Streamline Your Cloning |
I always keep an ear open for helpful tips in the lab – those little tricks that can make your experiments faster, easier and better. Here are a few tricks I’ve picked up for trimming down the time it takes to do your cloning:
Restriction digests
Many digests are complete within 10 minutes of digestion at room temperature – no need to be a slave to the “one hour at 37°C” rule. Check in the back of the NEB catalog for their list of high efficiency enzymes that digest quickly, or test your enzyme by yourself to minimize digestion times.
PCR amplification
There are a few ways to cur down on the time it takes to run your PCR steps…
Ligation
Ligations can work surprisingly quickly: T4 DNA ligase can complete a reaction in just 10 minutes at room temperature. Check the product literature for your enzyme to see how short of a ligation you can get away with.

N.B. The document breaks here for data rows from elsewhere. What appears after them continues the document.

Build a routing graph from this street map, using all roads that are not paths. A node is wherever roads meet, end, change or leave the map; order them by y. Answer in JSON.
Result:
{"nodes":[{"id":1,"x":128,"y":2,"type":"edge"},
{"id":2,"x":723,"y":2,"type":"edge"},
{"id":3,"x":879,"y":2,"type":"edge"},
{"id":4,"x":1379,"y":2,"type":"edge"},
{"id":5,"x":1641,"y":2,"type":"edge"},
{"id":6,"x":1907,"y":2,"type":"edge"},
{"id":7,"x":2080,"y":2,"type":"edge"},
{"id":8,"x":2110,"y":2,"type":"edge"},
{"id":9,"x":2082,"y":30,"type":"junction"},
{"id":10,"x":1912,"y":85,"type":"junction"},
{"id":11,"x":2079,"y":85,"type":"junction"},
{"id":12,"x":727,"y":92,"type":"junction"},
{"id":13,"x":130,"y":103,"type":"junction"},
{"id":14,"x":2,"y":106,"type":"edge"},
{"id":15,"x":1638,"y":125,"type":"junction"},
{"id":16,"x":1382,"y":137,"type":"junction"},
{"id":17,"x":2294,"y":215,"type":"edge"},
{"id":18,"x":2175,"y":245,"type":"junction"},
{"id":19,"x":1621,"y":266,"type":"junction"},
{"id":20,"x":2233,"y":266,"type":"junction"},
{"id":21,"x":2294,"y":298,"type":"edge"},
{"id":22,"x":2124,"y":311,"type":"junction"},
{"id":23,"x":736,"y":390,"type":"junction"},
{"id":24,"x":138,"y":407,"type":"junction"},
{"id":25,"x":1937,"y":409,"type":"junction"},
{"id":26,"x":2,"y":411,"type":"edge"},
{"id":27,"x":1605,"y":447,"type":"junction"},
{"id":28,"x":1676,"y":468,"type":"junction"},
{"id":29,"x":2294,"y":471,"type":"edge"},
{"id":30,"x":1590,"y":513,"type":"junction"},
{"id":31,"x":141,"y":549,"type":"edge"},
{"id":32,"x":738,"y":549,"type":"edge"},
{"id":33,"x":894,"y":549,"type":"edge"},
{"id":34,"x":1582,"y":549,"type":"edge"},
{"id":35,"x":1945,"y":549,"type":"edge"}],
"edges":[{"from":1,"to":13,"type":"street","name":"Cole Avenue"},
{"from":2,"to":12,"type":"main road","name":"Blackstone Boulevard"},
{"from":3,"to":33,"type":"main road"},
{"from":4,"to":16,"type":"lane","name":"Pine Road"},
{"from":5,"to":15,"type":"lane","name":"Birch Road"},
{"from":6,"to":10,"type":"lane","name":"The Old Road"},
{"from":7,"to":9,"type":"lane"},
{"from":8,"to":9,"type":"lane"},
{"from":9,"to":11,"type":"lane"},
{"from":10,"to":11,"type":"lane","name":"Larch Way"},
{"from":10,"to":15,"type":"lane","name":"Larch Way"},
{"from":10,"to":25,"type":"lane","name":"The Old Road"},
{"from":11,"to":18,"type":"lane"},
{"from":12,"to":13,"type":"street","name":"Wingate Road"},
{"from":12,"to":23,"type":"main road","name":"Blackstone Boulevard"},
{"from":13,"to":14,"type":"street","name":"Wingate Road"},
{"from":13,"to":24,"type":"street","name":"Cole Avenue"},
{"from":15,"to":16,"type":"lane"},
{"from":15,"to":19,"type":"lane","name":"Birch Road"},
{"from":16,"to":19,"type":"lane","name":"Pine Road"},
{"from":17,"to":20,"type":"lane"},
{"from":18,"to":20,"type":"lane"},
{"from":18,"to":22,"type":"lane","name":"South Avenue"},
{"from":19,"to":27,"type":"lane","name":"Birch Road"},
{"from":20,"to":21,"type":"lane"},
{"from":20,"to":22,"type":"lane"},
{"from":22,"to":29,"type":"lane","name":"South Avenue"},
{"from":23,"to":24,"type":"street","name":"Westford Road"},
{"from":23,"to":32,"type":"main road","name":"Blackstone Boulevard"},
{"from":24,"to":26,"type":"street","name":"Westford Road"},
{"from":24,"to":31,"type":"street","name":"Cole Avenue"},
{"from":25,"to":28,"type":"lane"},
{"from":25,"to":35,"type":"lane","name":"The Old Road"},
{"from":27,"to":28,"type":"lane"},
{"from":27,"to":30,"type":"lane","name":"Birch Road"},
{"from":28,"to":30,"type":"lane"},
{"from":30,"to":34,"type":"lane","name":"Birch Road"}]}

Keep in mind that difficult ligations will generally be more successful if you allow the ligation to proceed longer.
Transformation
Just about every step of E. coli heatshock transformations can be shortened…
All these changes will affect the efficiency of the transformation, so use them wisely. Difficult or low-frequency ligations need some coddling, so it is probably best to use the full-length steps in these cases, although you might get away with some shortcuts here if you use very highly competent cells.
Agarose gels
What are your favorite tips for speeding up your cloning?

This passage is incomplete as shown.